Archive for the ‘東大日本史’ Category
千年前は、女性ばかりが活躍した時代でした
問題を出しておいて、解答例も示さないまま、忘れそうになっていました。
答えを考えた人に失礼なので、解答の骨子だけを示しておきます。もちろん、論述問題ですから、多様な答えがあるでしょう。参考までに示しておきます。念のために、問題をもう一度。
(問題)10世紀から11世紀にかけて、文学史上、後に古典とされる文学作品が多く現れるが、その書き手の多くが女性である。文学史上、古典とされる作品の書き手として、この時期にのみ、突出して女性の活躍が目立つのはなぜか。政治的・社会的な背景にも留意して、150字以内で説明しなさい。
(ポイント)
①なぜ、女性がこの時期、文学史上で活躍したのか。ということは、逆に言えば男子があまり活躍しないのはなぜかということです。

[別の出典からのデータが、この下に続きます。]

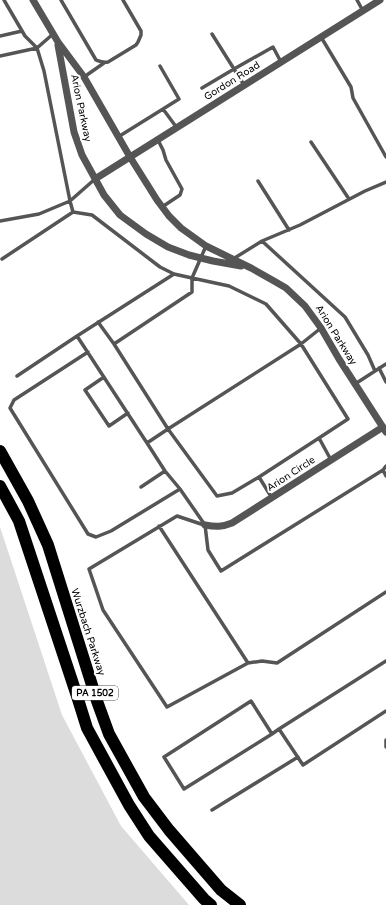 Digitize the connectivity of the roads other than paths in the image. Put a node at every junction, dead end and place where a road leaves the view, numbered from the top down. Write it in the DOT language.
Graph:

②政治的な背景・社会的な背景に留意する。この時期、いわゆる「摂関政治」の時期であることを忘れないこと。
(解答の骨子)
ⅰ 「平かな」が自由な表現を可能にした。ヤマト言葉(日本語)を表現できるようになった。漢字仮名混じりの、現在の表現形式が始まったということです。『源氏物語』を「万葉がな」や「漢文」で書くことは困難だったといった意味です。

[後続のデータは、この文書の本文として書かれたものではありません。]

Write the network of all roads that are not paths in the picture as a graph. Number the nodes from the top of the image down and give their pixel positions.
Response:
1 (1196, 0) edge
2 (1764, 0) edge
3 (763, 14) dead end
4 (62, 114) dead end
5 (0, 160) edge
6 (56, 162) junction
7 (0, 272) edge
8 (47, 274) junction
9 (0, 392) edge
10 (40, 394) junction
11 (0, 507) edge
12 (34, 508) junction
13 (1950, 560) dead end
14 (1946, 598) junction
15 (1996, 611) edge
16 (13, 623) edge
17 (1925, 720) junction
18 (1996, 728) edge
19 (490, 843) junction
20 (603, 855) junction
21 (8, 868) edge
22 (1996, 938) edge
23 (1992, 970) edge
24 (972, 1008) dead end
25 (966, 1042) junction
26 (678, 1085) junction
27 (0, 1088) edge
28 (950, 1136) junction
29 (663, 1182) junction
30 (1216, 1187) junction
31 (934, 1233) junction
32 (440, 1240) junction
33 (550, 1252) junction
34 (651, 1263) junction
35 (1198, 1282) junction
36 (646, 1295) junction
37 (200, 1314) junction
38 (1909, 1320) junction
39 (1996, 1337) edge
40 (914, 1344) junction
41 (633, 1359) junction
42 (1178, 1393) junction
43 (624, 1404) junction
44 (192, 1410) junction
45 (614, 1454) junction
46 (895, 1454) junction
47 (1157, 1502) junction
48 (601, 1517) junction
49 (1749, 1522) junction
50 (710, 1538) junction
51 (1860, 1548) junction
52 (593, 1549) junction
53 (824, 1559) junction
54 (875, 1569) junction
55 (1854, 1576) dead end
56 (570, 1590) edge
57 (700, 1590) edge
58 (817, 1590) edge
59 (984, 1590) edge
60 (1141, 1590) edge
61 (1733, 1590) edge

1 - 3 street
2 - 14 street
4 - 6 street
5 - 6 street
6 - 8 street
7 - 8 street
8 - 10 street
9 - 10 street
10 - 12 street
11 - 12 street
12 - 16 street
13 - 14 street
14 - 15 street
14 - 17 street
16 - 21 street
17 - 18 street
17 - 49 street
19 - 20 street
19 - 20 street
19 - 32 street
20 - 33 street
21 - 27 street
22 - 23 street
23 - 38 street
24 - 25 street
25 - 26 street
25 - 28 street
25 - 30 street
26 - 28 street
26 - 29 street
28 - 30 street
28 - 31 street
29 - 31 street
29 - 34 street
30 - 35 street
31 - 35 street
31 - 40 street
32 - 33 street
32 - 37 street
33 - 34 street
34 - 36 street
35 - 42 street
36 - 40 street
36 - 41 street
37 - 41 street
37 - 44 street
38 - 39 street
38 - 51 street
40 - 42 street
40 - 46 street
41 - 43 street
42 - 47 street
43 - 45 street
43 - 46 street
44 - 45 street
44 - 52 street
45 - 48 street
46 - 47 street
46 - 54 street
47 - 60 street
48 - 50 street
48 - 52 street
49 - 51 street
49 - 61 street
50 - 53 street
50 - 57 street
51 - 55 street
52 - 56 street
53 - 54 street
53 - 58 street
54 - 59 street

ⅱ(政治的な背景)外戚関係が重視されたこの時期(摂関政治の時期)には貴族層はその女子(娘)の教育に力を注いだ。
ⅲ ⅱのために、有能な女房たちが高級貴族の女子に仕えることとなった。
要するに、摂関家などの娘の教育係、世話係として優秀な女房たちが集められたということです。
ⅳ (具体的には)摂関家などに奉仕する受領層(中流貴族)の娘たちが女房として集められた。

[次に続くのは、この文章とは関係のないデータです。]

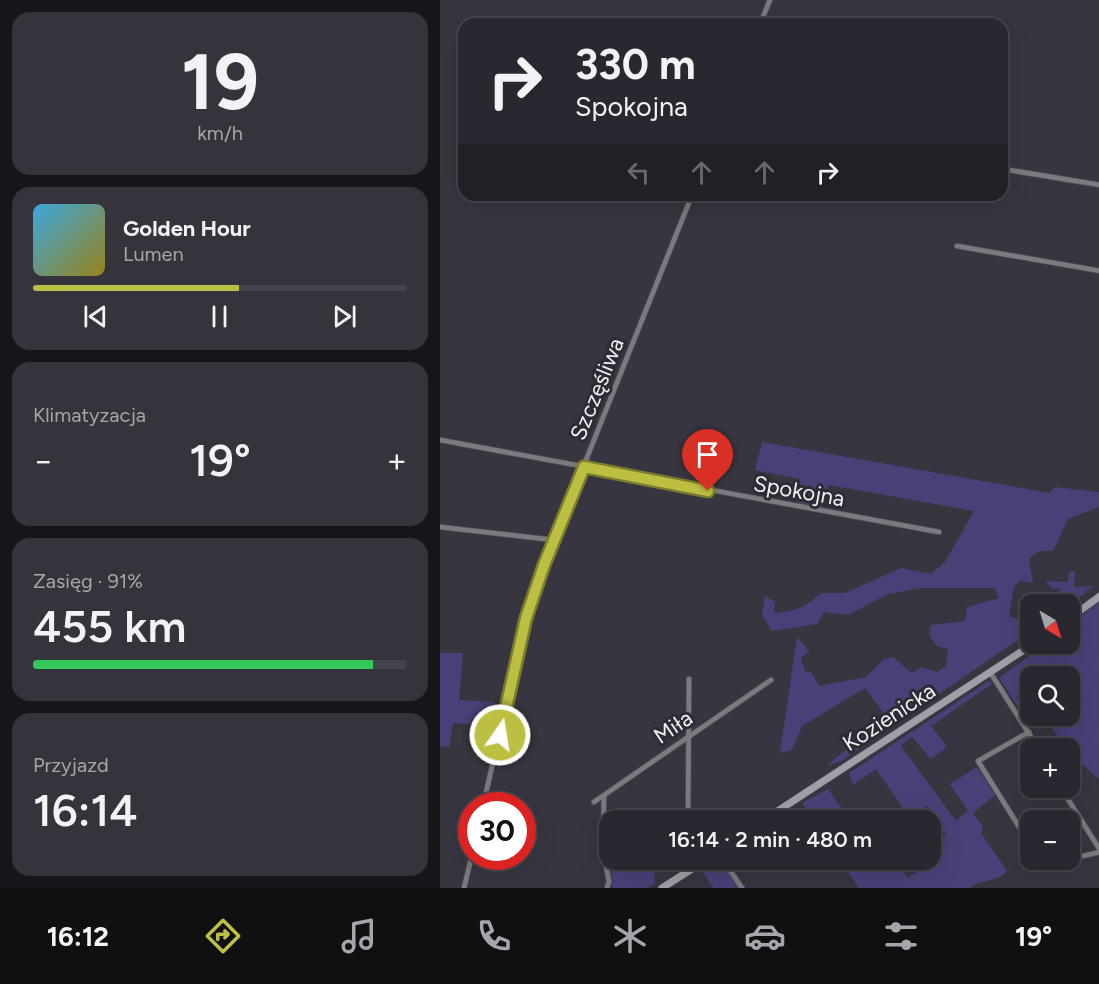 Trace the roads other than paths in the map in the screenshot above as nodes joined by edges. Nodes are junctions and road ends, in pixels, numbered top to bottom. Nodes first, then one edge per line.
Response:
1 (770, 0) edge
2 (762, 18) edge
3 (1008, 170) edge
4 (1100, 185) edge
5 (690, 201) edge
6 (957, 246) dead end
7 (1100, 271) edge
8 (440, 440) edge
9 (584, 467) junction
10 (440, 527) edge
11 (939, 532) dead end
12 (554, 540) junction
13 (1100, 596) edge
14 (1080, 611) edge
15 (1020, 652) edge
16 (990, 672) junction
17 (689, 679) dead end
18 (771, 680) dead end
19 (1029, 732) junction
20 (689, 736) junction
21 (1032, 738) edge
22 (486, 792) edge
23 (604, 795) junction
24 (1067, 798) edge
25 (594, 802) dead end
26 (688, 810) edge
27 (779, 810) edge
28 (1020, 829) edge
29 (1100, 851) edge
30 (1080, 856) edge
31 (468, 870) edge
32 (730, 870) edge
33 (688, 871) edge
34 (464, 888) edge
35 (607, 888) edge
36 (662, 888) edge
37 (742, 888) edge

1 - 2 street
3 - 4 street
5 - 9 street, Szczęśliwa
6 - 7 street
8 - 9 street, Spokojna
9 - 11 street, Spokojna
9 - 12 street, Szczęśliwa
10 - 12 street
12 - 22 street, Szczęśliwa
13 - 14 main road
15 - 16 main road, Kozienicka
16 - 19 street
16 - 27 main road, Kozienicka
17 - 20 street
18 - 20 street, Miła
19 - 21 street
19 - 28 street
20 - 23 street, Miła
20 - 26 street
23 - 25 street, Miła
23 - 35 street
24 - 29 street
29 - 30 street
31 - 34 street
32 - 37 street
33 - 36 main road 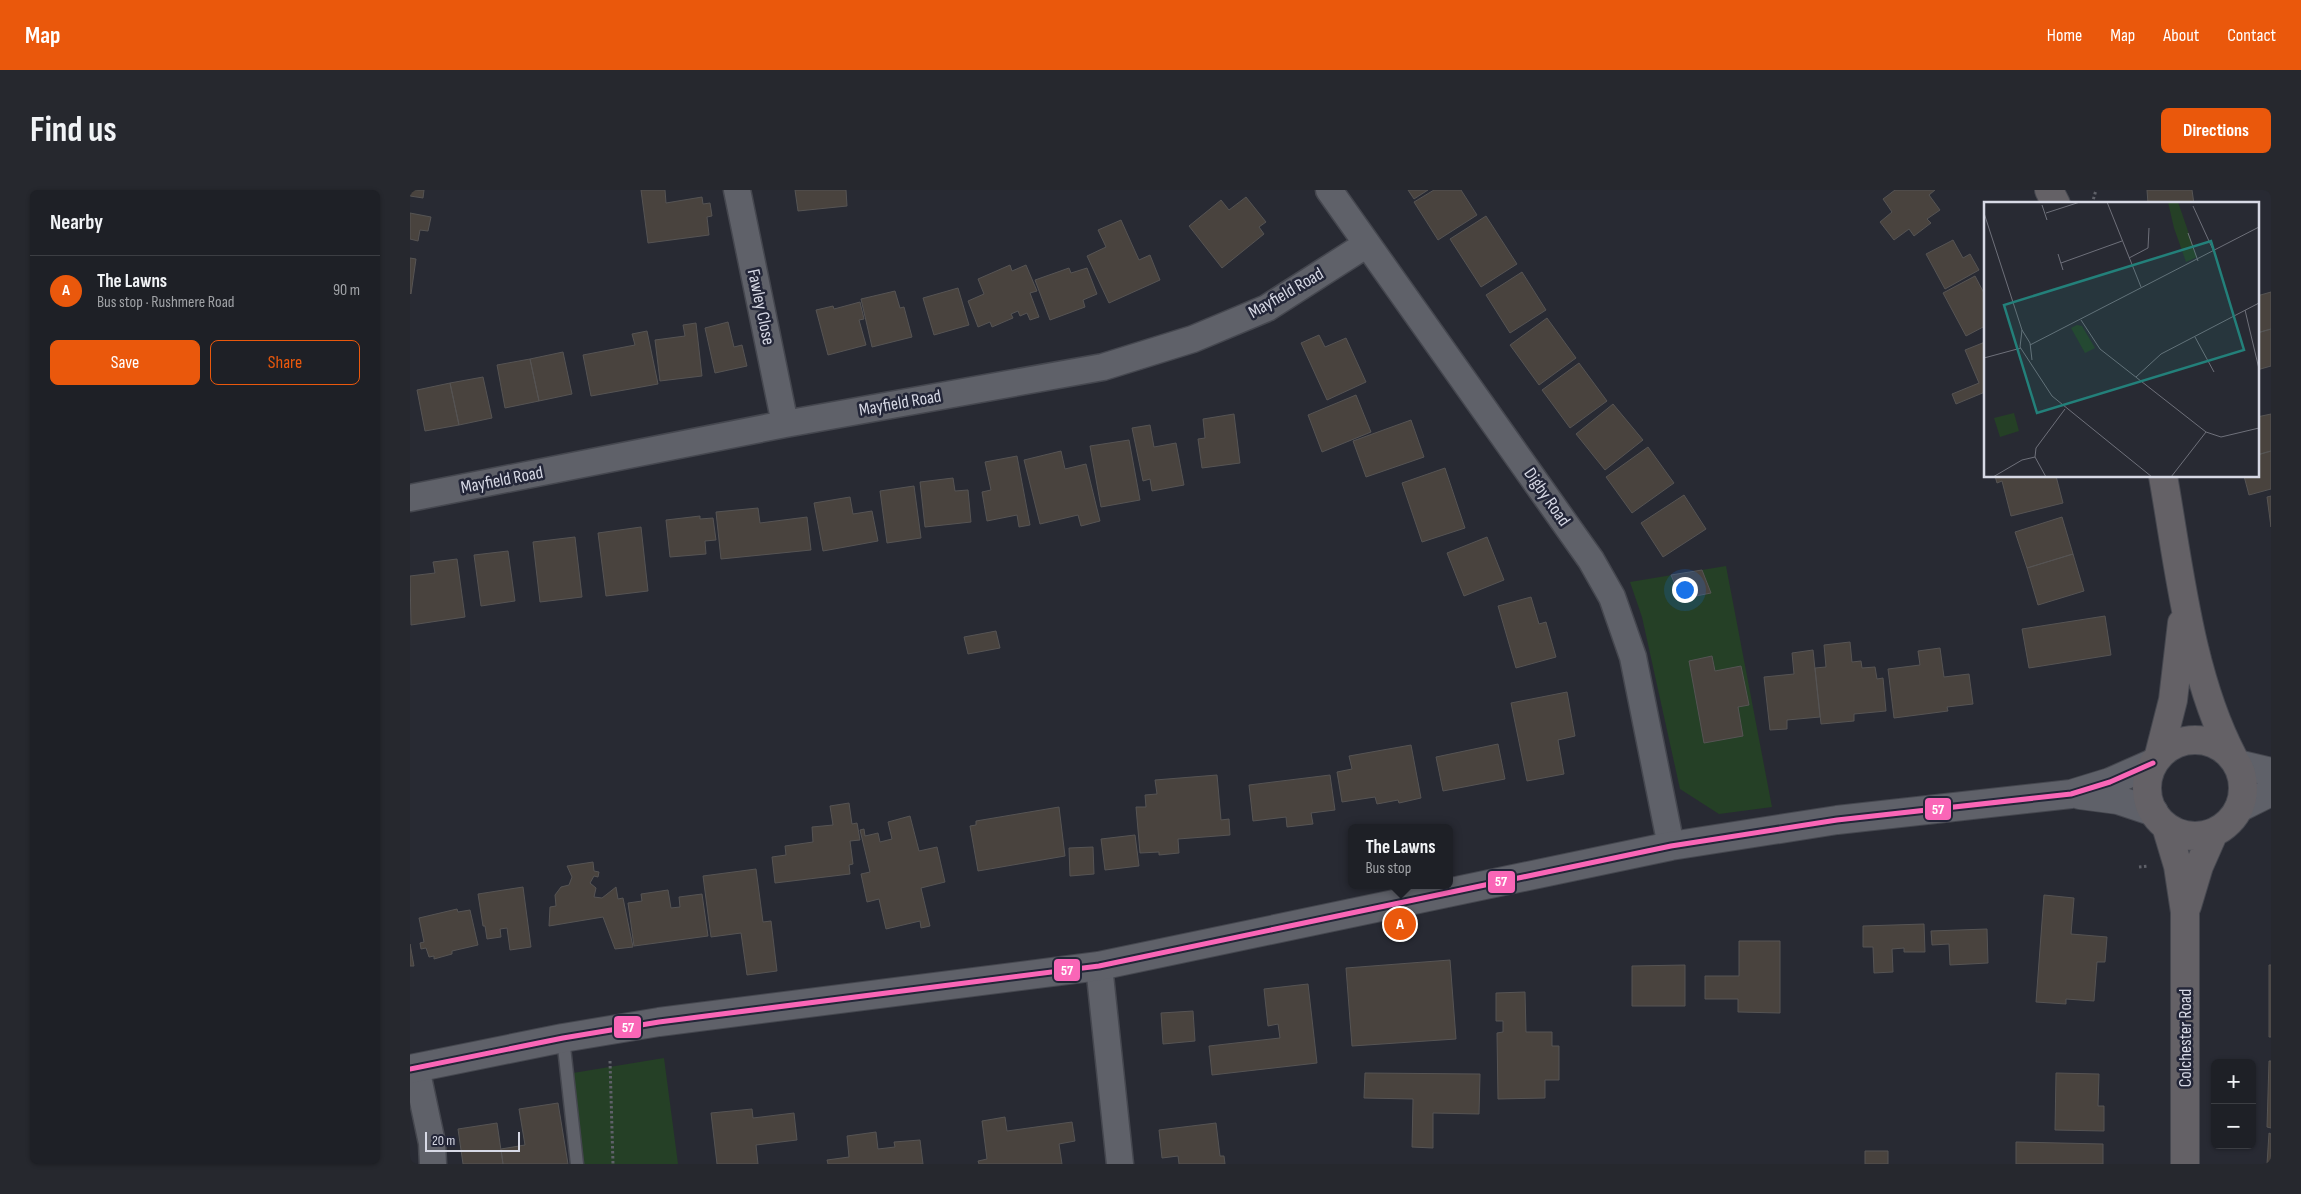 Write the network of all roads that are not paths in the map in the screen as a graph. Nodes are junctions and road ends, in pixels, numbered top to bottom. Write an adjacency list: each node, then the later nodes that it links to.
1 (737, 190): 6 (street, Fawley Close)
2 (1329, 190): 5 (street, Digby Road)
3 (2049, 190): 4 (main road)
4 (2055, 202)
5 (1367, 244): 6 (street, Mayfield Road); 18 (street, Digby Road)
6 (785, 424): 8 (street, Mayfield Road)
7 (2162, 478): 9 (main road)
8 (410, 498)
9 (2184, 594): 10 (main road); 11 (main road)
10 (2156, 759): 11 (main road); 14 (street); 16 (main road)
11 (2235, 760): 12 (street); 15 (main road)
12 (2271, 772)
13 (2271, 792): 15 (street)
14 (2071, 794): 16 (street); 18 (street)
15 (2239, 808): 17 (main road)
16 (2160, 819): 17 (main road); 19 (main road, Colchester Road)
17 (2214, 832): 19 (main road, Colchester Road)
18 (1671, 846): 20 (street)
19 (2185, 912): 26 (main road, Colchester Road)
20 (1099, 966): 21 (street); 25 (street)
21 (563, 1038): 22 (street); 24 (lane)
22 (413, 1069): 23 (street)
23 (433, 1164)
24 (577, 1164)
25 (1120, 1164)
26 (2185, 1164)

ⅴ 経済的・時間的な余裕を与えられた、経験豊かで、才能のある女房たちが、ⅰでみた自由な表現手段を得て、物語、随筆などを創出していった。
ざっと挙げてみると、こんなところでしょうか? 支配者層、男性の貴族たちは、まだまだ漢文の世界に生きていたわけです。平仮名が女性層にまずは広がっていったわけです。また、女房たちは、父の受領としての苦労も、民衆の世界の実情にも通じていたでしょう。そのような環境が、この時期にのみ、女性が文学の担い手、物語や随筆の書き手したのです。
海賊問題の解決法と東大2次日本史
前回の「平安時代」の「海賊」に関する問題の解答例を示しておきます。もちろん、私案です。論述問題は、それこそ十人十色。納得のいかない人もいるでしょうが、とりあえずの解答例です。
(解答例)
律令税制の変質と陸路による輸送体系の衰退にともない、西日本の
公領・荘園から京に送られる官物、あるいは貿易品などは、大量輸
送に適した瀬戸内海水運によることとなった。そして、その実務は
在庁官人など現地の有力者が担ったが、彼らの多くは武士化し、海
賊化することも多く、中央政府がこれを鎮圧するのは困難だった。
(ポイント)
1 律令税制・交通体系の変質
2 受領と国衙の在庁官人
3 官物・年貢・私財、貿易品(日宋貿易)などの西日本から京への物資輸送
4 大量の輸送に適した瀬戸内海水運の発達
5 武士化した在庁官人などの存在
どうでしょうか。実際には、藤原純友の乱・平氏政権をヒントにすると書きやすいでしょう。もちろん、 10世紀の大転換・武士の台頭をベースに論を組み立てていくことです。